In a 2008 report, the task force concluded that the availability of select essential medicines in developing countries was low (38.1% in the public sector and 63.3% in the private sector), and that access to essential medicines was further hampered following the global economic crisis. Median prices were on average 2.5 times higher than international reference prices in the public sector and 6.1 times higher in the private sector. China, India, Iran, and Uzbekistan were the only countries surveyed in which private-sector patient prices for generic medicines were less than twice the international reference prices (4). In addition to pricing and affordability, other areas of concern were increasing access to medicines for noncommunicable diseases, medicines for children, and medicines for chronic diseases (4).

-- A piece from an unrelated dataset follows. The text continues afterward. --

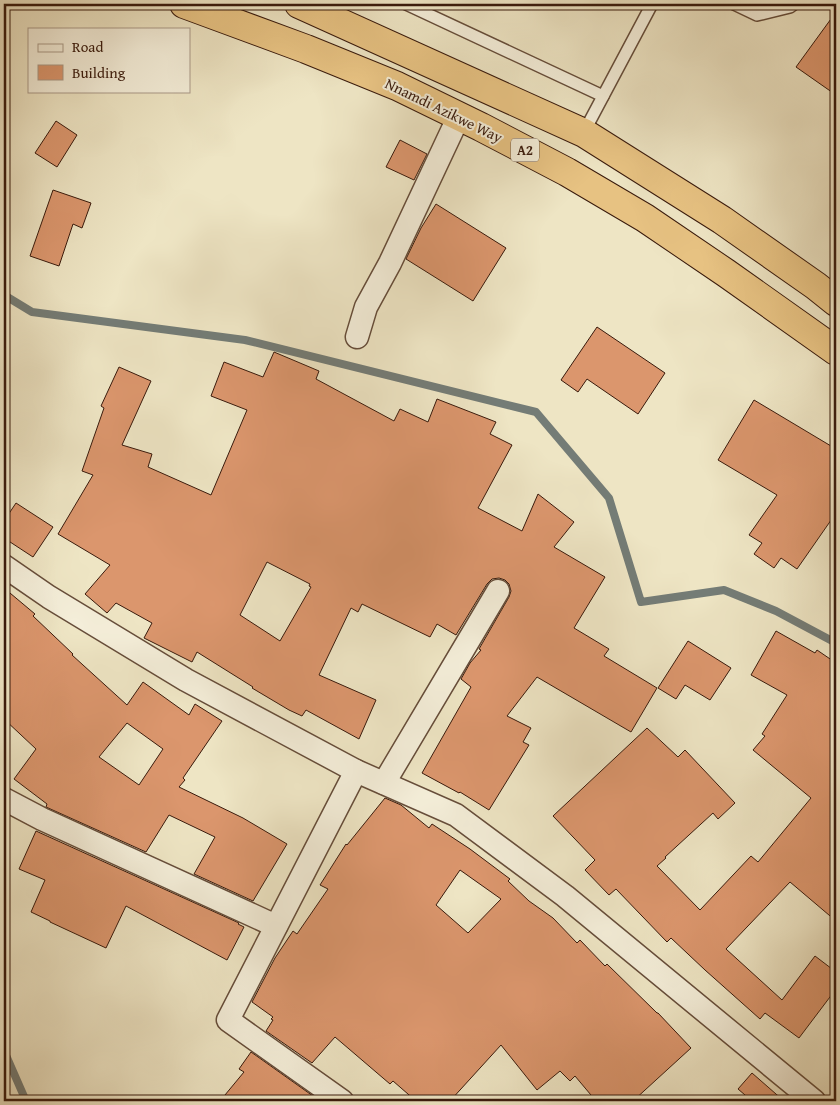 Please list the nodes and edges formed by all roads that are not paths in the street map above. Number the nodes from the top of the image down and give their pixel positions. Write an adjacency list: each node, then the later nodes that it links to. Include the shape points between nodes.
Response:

To address these problems, the MDG Task Force recommended several actions to improve the accessibility and affordability of essential medicines as follows (4):

• Governments should provide additional protection to low-income families to cope with the rising costs of medicines as a consequence of the global economic crisis

• In addition to national efforts, further international efforts should be taken to improve the availability and affordability of essential medicines such as the establishment of international patent pools

• Countries with manufacturing capacity should facilitate the exporting of generic medicines to countries in line with flexibilities contained in the TRIPS (Trade-related Aspects of  Intellectual Property Rights) agreement, and where possible, the exchange of technology between developed and nondeveloped countries for the production of nonessential medicines. Governments of low- and middle- income countries should reform national intellectual property to enable TRIPS flexibilities and facilitate access to medicines for all

• The public sector, in collaboration with the private sector, should strive to made essential medicines available at affordable prices and improve access to healthcare

• Governments, in collaboration with the private sector, should give greater priority to treat chronic disease and improve the accessibility to treat them.

The task force report concluded that increasing access and affordability of essential medicines was crucial for realizing MDG 8 of advancing international partnerships as well as achieving the MDGs on reducing child mortality, improving maternal health, and combating HIV/AIDS, tuberculosis, malaria, and other diseases (4).

1. A Forward-Looking Review to Promote An Agreed Action Agenda to Achieve the Millennium Development Goals by 2015: Report of the Secretary General (United Nations, New York, February 2010), www.un.org/ga/search/view_doc.asp?symbol=A/64/665, accessed Aug. 23, 2010.

2.Millennium Development Goals Report 2010 (United Nations, New York, June 2010), http://mdgs.un.org/unsd/mdg/Resources/Static/Products/Progress2010/MDG_Report_2010_En.pdf, accessed Aug. 23, 2010.

3. What Will It Take to Achieve the Millennium Development Goals: An International Assessment (United Nations Development Program, New York, June 2010), http://content.undp.org/go/cms-service/stream/asset/?assetid=2620072, accessed Aug. 23, 2010.

4. Millennium Development Goal 8–Strengthening the Global Partnership for Development in a Time of Crisis: MDG Gap Task Force Report 2008 (United Nations, New York, 2009), www.un.org/esa/policy/mdggap/mdg8report_engw.pdf, accessed Aug. 23, 2010.